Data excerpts

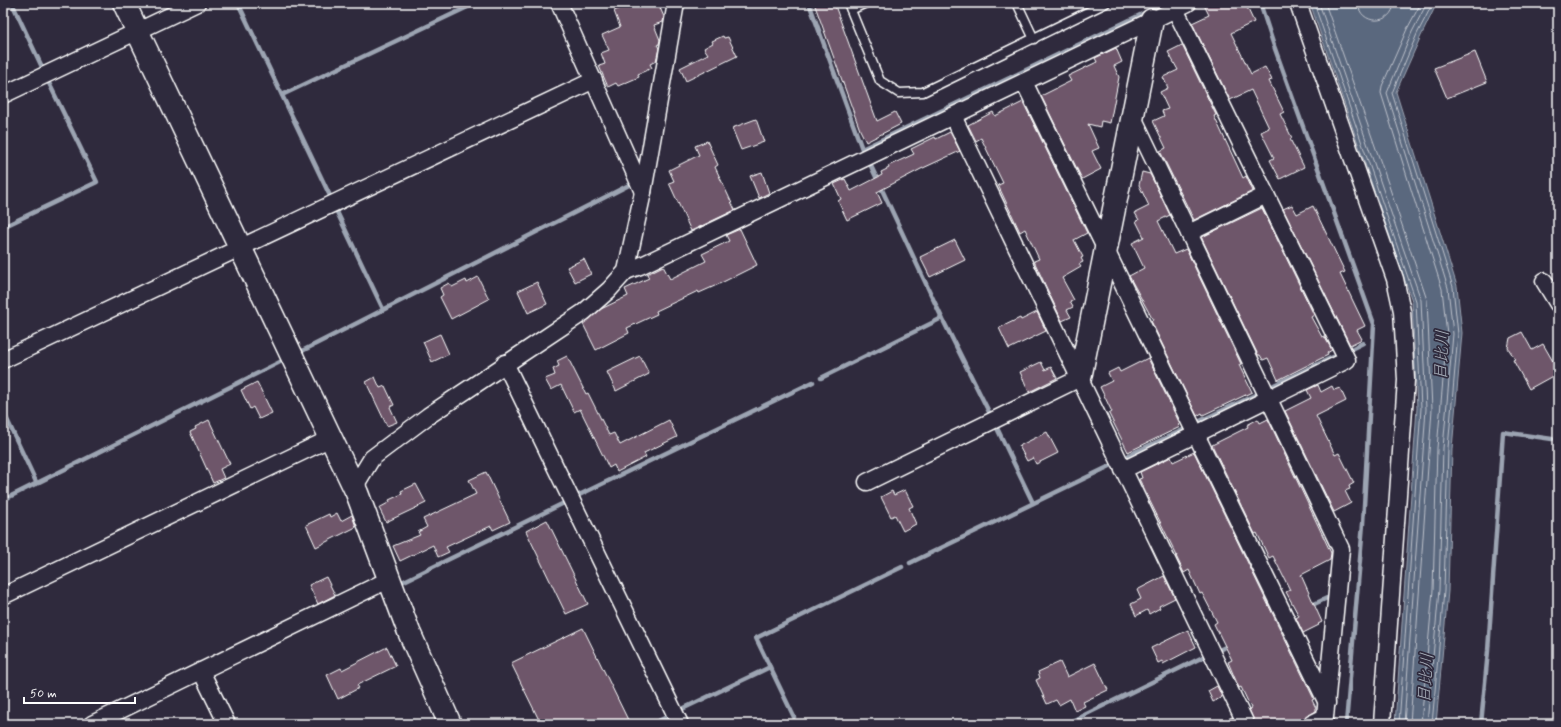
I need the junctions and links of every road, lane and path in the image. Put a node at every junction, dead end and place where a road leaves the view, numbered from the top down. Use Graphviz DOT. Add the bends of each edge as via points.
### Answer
graph roads {
  1 [pos="124,3"];
  2 [pos="197,3"];
  3 [pos="559,3"];
  4 [pos="676,3"];
  5 [pos="866,3"];
  6 [pos="1017,3"];
  7 [pos="1106,3"];
  8 [pos="1298,3"];
  9 [pos="850,6"];
  10 [pos="1181,6"];
  11 [pos="1152,20"];
  12 [pos="137,31"];
  13 [pos="1034,39"];
  14 [pos="594,80"];
  15 [pos="1024,82"];
  16 [pos="3,94"];
  17 [pos="953,116"];
  18 [pos="1133,117"];
  19 [pos="643,192"];
  20 [pos="1266,195"];
  21 [pos="1189,233"];
  22 [pos="240,247"];
  23 [pos="1106,250"];
  24 [pos="626,271"];
  25 [pos="1544,281"];
  26 [pos="1558,304"];
  27 [pos="3,360"];
  28 [pos="504,363"];
  29 [pos="1080,378"];
  30 [pos="1269,399"];
  31 [pos="1196,435"];
  32 [pos="331,438"];
  33 [pos="1124,470"];
  34 [pos="867,482"];
  35 [pos="357,493"];
  36 [pos="388,580"];
  37 [pos="3,596"];
  38 [pos="203,675"];
  39 [pos="1327,703"];
  40 [pos="92,724"];
  41 [pos="227,724"];
  42 [pos="450,724"];
  43 [pos="680,724"];
  44 [pos="1246,724"];
  45 [pos="1311,724"];
  46 [pos="1382,724"];
  1 -- 12 [label="street"];
  2 -- 12 [label="street"];
  3 -- 14 [label="street"];
  4 -- 19 [label="street"];
  5 -- 9 [label="lane"];
  6 -- 13 [label="lane"];
  7 -- 13 [label="lane"];
  8 -- 46 [label="street" via="1395,279 1402,311 1406,380"];
  9 -- 13 [label="lane" via="880,82 899,93 923,92"];
  10 -- 11 [label="street"];
  10 -- 20 [label="street"];
  11 -- 15 [label="street"];
  11 -- 18 [label="street"];
  12 -- 16 [label="street"];
  12 -- 22 [label="street"];
  14 -- 19 [label="street"];
  14 -- 22 [label="street"];
  15 -- 17 [label="street"];
  15 -- 23 [label="street"];
  17 -- 24 [label="street"];
  17 -- 29 [label="street"];
  18 -- 21 [label="street"];
  18 -- 23 [label="street"];
  19 -- 24 [label="street"];
  20 -- 21 [label="street"];
  20 -- 30 [label="street" via="1347,360"];
  21 -- 30 [label="street"];
  22 -- 27 [label="street"];
  22 -- 32 [label="street"];
  23 -- 29 [label="street"];
  23 -- 31 [label="street"];
  24 -- 28 [label="street" via="584,312"];
  25 -- 26 [label="street"];
  28 -- 35 [label="street" via="372,458 358,482"];
  28 -- 43 [label="street"];
  29 -- 33 [label="street"];
  29 -- 34 [label="street"];
  30 -- 31 [label="street"];
  30 -- 39 [label="street" via="1341,549"];
  31 -- 33 [label="street"];
  31 -- 39 [label="street"];
  32 -- 35 [label="street"];
  32 -- 37 [label="street"];
  33 -- 44 [label="street"];
  35 -- 36 [label="street"];
  36 -- 38 [label="street"];
  36 -- 42 [label="street" via="408,632"];
  38 -- 40 [label="street"];
  38 -- 41 [label="street"];
  39 -- 45 [label="street" via="1325,717"];
}
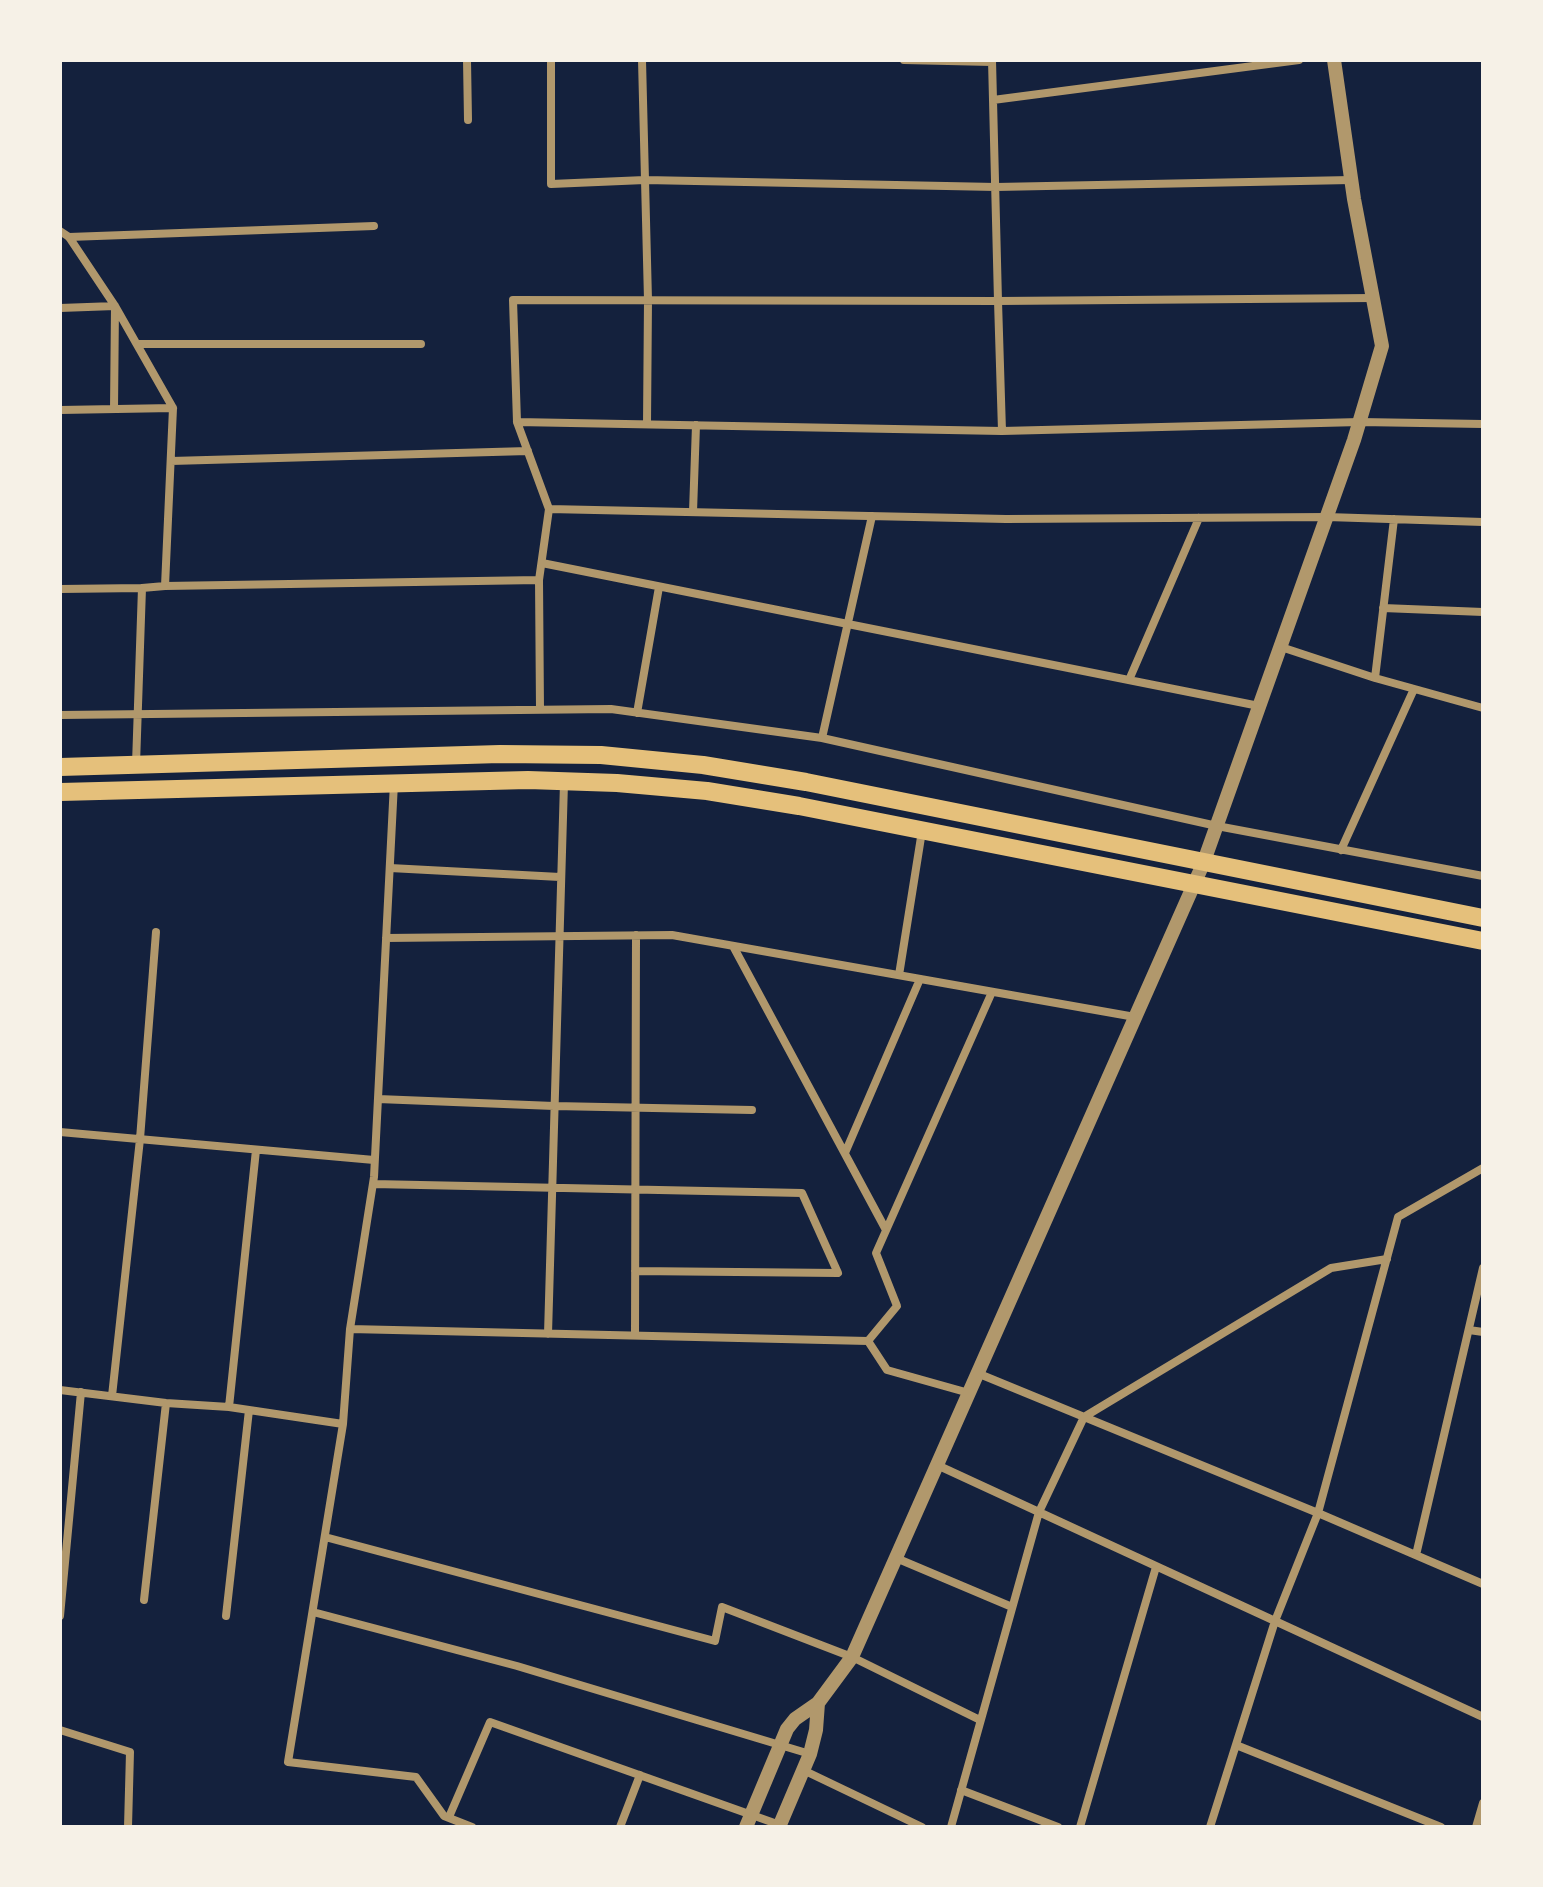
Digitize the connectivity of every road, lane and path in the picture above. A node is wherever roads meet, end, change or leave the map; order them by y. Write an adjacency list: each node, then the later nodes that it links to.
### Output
1 (467, 60): 9 (street)
2 (551, 60): 10 (street)
3 (642, 60): 10 (street)
4 (904, 60): 7 (street)
5 (1299, 60): 8 (street)
6 (1334, 60): 11 (street)
7 (992, 61): 8 (street)
8 (993, 100): 12 (street)
9 (468, 120)
10 (645, 180): 12 (street); 16 (street)
11 (1351, 180): 12 (street); 15 (street)
12 (996, 187): 17 (street)
13 (374, 226): 14 (street)
14 (64, 234): 18 (street)
15 (1373, 298): 17 (street); 26 (street)
16 (648, 300): 17 (street); 25 (street); 27 (street)
17 (998, 301): 30 (street)
18 (115, 306): 19 (street); 20 (street); 23 (street)
19 (60, 308)
20 (137, 344): 21 (street); 22 (street)
21 (421, 344)
22 (173, 408): 23 (street); 32 (street)
23 (114, 409): 24 (street)
24 (60, 410)
25 (517, 422): 27 (street); 31 (street)
26 (1360, 422): 28 (street); 30 (street); 36 (street)
27 (647, 424): 29 (street)
28 (1483, 424)
29 (696, 425): 30 (street); 34 (street)
30 (1002, 431)
31 (528, 451): 32 (street); 33 (street)
32 (171, 461): 42 (street)
33 (549, 509): 34 (street); 40 (street)
34 (693, 512): 35 (street)
35 (872, 516): 37 (street); 48 (street)
36 (1327, 517): 37 (street); 38 (street); 49 (street)
37 (1199, 518): 51 (street)
38 (1394, 519): 39 (street); 46 (street)
39 (1483, 522)
40 (542, 563): 41 (street); 43 (street)
41 (539, 580): 42 (street); 55 (street)
42 (165, 586): 44 (street)
43 (659, 587): 48 (street); 57 (street)
44 (142, 588): 45 (street); 56 (street)
45 (60, 589)
46 (1383, 608): 47 (street); 50 (street)
47 (1483, 612)
48 (848, 624): 51 (street); 59 (street)
49 (1281, 647): 50 (street); 53 (street)
50 (1375, 678): 52 (street)
51 (1129, 680): 53 (street)
52 (1414, 689): 54 (street); 67 (street)
53 (1259, 706): 65 (street)
54 (1483, 708)
55 (540, 710): 56 (street); 57 (street)
56 (138, 712): 58 (street); 60 (street)
57 (637, 713): 59 (street)
58 (60, 715)
59 (822, 738): 65 (street)
60 (136, 765): 61 (highway); 68 (highway)
61 (60, 767)
62 (564, 781): 63 (highway); 66 (highway); 71 (street)
63 (394, 782): 64 (highway); 69 (street)
64 (60, 792)
65 (1217, 826): 67 (street); 68 (street)
66 (922, 830): 72 (highway); 80 (street)
67 (1341, 850): 70 (street)
68 (1203, 864): 72 (street); 73 (highway)
69 (390, 868): 71 (street); 77 (street)
70 (1483, 876)
71 (560, 877): 76 (street)
72 (1195, 883): 78 (highway); 83 (street)
73 (1483, 918)
74 (156, 932): 89 (street)
75 (636, 935): 76 (street); 79 (street); 86 (street)
76 (558, 936): 77 (street); 85 (street)
77 (386, 938): 84 (street)
78 (1483, 941)
79 (733, 946): 80 (street); 91 (street)
80 (899, 975): 81 (street)
81 (920, 979): 82 (street); 91 (street)
82 (992, 992): 83 (street); 97 (street)
83 (1135, 1017): 107 (street)
84 (378, 1099): 85 (street); 92 (street)
85 (554, 1106): 86 (street); 95 (street)
86 (635, 1106): 87 (street); 96 (street)
87 (752, 1110)
88 (60, 1132): 89 (street)
89 (140, 1139): 90 (street); 111 (street)
90 (256, 1150): 92 (street); 113 (street)
91 (845, 1153): 97 (street)
92 (374, 1160): 94 (street)
93 (1483, 1168): 98 (street)
94 (373, 1184): 95 (street); 101 (street)
95 (552, 1186): 96 (street); 104 (street)
96 (635, 1189): 100 (street); 100 (street)
97 (886, 1230): 106 (street)
98 (1387, 1259): 115 (street); 119 (street)
99 (1483, 1268): 102 (street)
100 (635, 1271): 105 (street)
101 (350, 1329): 104 (street); 116 (street)
102 (1469, 1330): 103 (street); 121 (street)
103 (1483, 1332)
104 (548, 1334): 105 (street)
105 (635, 1335): 106 (street)
106 (868, 1341): 110 (street)
107 (977, 1373): 110 (street); 115 (street)
108 (60, 1390): 109 (street)
109 (81, 1392): 111 (street); 128 (street)
110 (969, 1393): 117 (street)
111 (112, 1396): 112 (street)
112 (166, 1403): 113 (street); 125 (street)
113 (229, 1407): 114 (street)
114 (249, 1410): 116 (street); 129 (street)
115 (1084, 1417): 118 (street); 119 (street)
116 (343, 1424): 120 (street)
117 (937, 1465): 118 (street); 122 (street)
118 (1039, 1512): 123 (street); 126 (street)
119 (1318, 1513): 121 (street); 130 (street)
120 (325, 1537): 127 (street); 131 (street)
121 (1416, 1555): 124 (street)
122 (896, 1558): 126 (street); 131 (street)
123 (1156, 1567): 130 (street); 153 (street)
124 (1483, 1584)
125 (144, 1600)
126 (1012, 1607): 134 (street)
127 (313, 1612): 137 (street); 143 (street)
128 (60, 1616)
129 (226, 1616)
130 (1275, 1621): 133 (street); 136 (street)
131 (852, 1657): 132 (street); 134 (street)
132 (818, 1703): 137 (street); 138 (street)
133 (1483, 1717)
134 (980, 1720): 141 (street)
135 (60, 1730): 147 (street)
136 (1236, 1745): 154 (street); 155 (street)
137 (781, 1746): 138 (street); 144 (street)
138 (810, 1754): 139 (street)
139 (803, 1770): 145 (street); 146 (street)
140 (640, 1775): 143 (street); 144 (street); 149 (street)
141 (961, 1790): 151 (street); 152 (street)
142 (1483, 1803): 156 (street)
143 (449, 1817): 148 (street)
144 (748, 1821): 146 (street)
145 (909, 1824): 150 (street)
146 (780, 1826)
147 (128, 1827)
148 (472, 1827)
149 (620, 1827)
150 (922, 1827)
151 (951, 1827)
152 (1058, 1827)
153 (1080, 1827)
154 (1210, 1827)
155 (1441, 1827)
156 (1476, 1827)

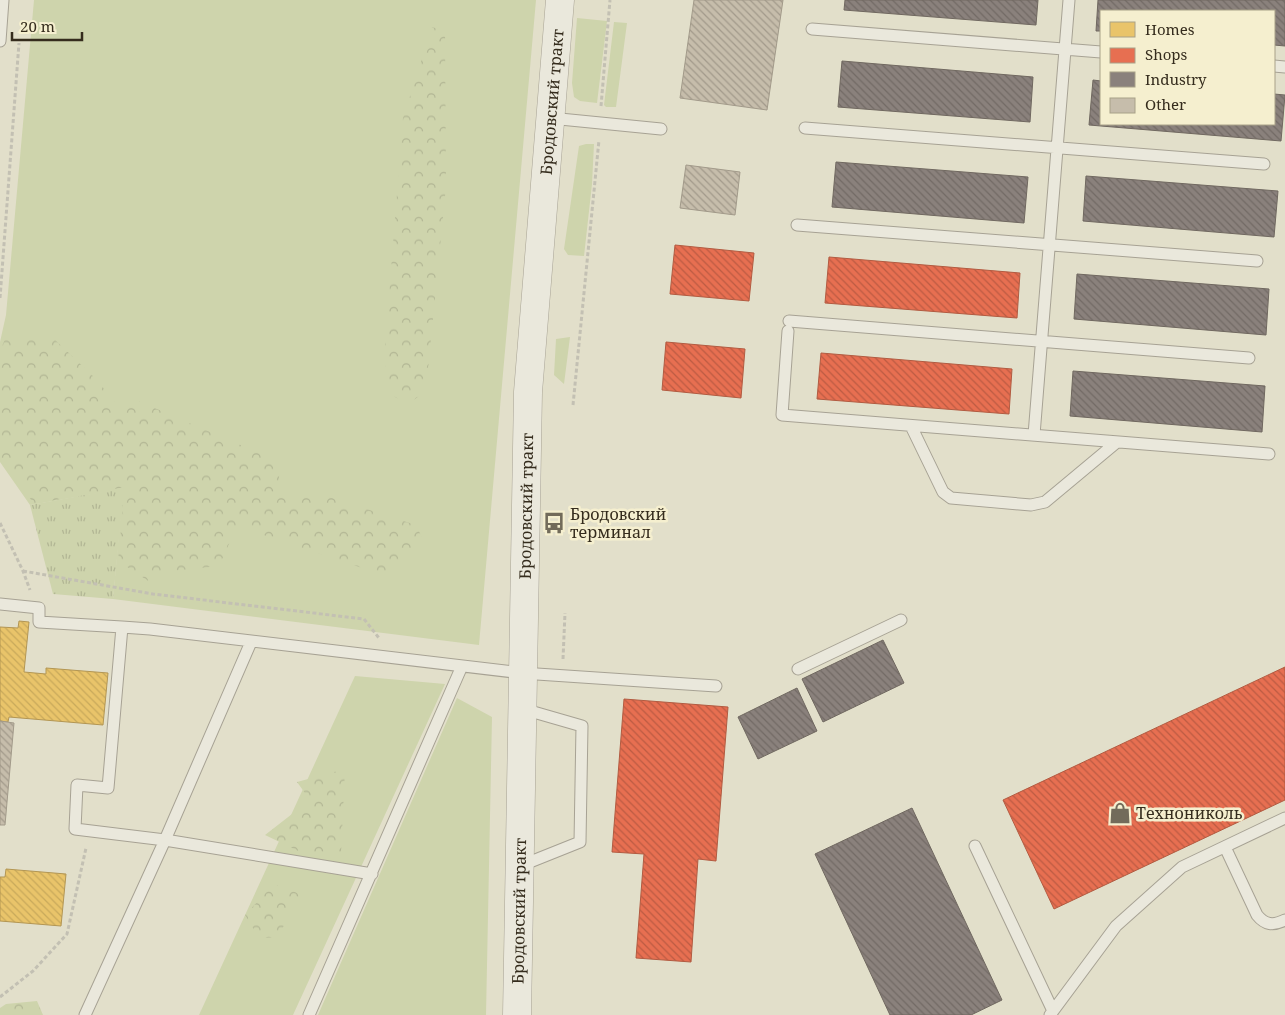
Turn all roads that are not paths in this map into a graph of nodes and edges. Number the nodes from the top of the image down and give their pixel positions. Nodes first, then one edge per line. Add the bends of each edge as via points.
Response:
1 (3, 0) edge
2 (560, 0) edge
3 (1069, 0) edge
4 (812, 29) dead end
5 (0, 41) edge
6 (1065, 49) junction
7 (1100, 52) edge
8 (550, 118) junction
9 (805, 128) dead end
10 (661, 129) dead end
11 (1057, 148) junction
12 (1264, 164) dead end
13 (797, 224) dead end
14 (1049, 245) junction
15 (1257, 261) dead end
16 (1042, 342) junction
17 (1249, 358) dead end
18 (911, 426) junction
19 (1034, 436) junction
20 (1117, 442) junction
21 (1269, 454) dead end
22 (0, 604) edge
23 (901, 620) dead end
24 (122, 627) junction
25 (251, 642) junction
26 (462, 666) junction
27 (798, 669) dead end
28 (522, 673) junction
29 (716, 686) dead end
30 (522, 708) junction
31 (1285, 818) edge
32 (165, 840) junction
33 (975, 846) dead end
34 (1225, 847) junction
35 (518, 866) junction
36 (372, 874) junction
37 (1285, 920) edge
38 (1051, 1013) edge
39 (85, 1015) edge
40 (309, 1015) edge
41 (517, 1015) edge

1 - 5 lane
2 - 8 street, Бродовский тракт
3 - 6 lane
4 - 6 lane
6 - 7 lane
6 - 11 lane
8 - 10 lane
8 - 28 street, Бродовский тракт via 528,392
9 - 11 lane
11 - 12 lane
11 - 14 lane
13 - 14 lane
14 - 15 lane
14 - 16 lane
16 - 17 lane
16 - 18 lane via 789,326 782,415
16 - 19 lane
18 - 19 lane
18 - 20 lane via 943,492 951,498 1031,505 1045,502
19 - 20 lane
20 - 21 lane
22 - 24 lane via 39,608 39,622
23 - 27 lane
24 - 25 lane
24 - 32 lane via 108,788 77,785 75,829
25 - 26 lane
25 - 32 lane
26 - 28 lane
26 - 36 lane
28 - 29 lane
28 - 30 street, Бродовский тракт
30 - 35 street, Бродовский тракт
30 - 35 lane via 582,726 580,842
31 - 34 lane
32 - 36 lane
32 - 39 lane
33 - 38 lane
34 - 37 lane via 1257,915 1270,924
34 - 38 lane via 1182,867 1116,926
35 - 41 street, Бродовский тракт
36 - 40 lane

Task item:
Each line of the data that holds "from" should be reported.

Answer area:
I need the junctions and links of every road, lane and path in the image. Put a node at every junction, dead end and place where a road leaves the view, numbered from the top down. Use Graphviz DOT. Add the bends of each edge as via points.
Turn all roads that are not paths in this map into a graph of nodes and edges. Number the nodes from the top of the image down and give their pixel positions. Nodes first, then one edge per line. Add the bends of each edge as via points.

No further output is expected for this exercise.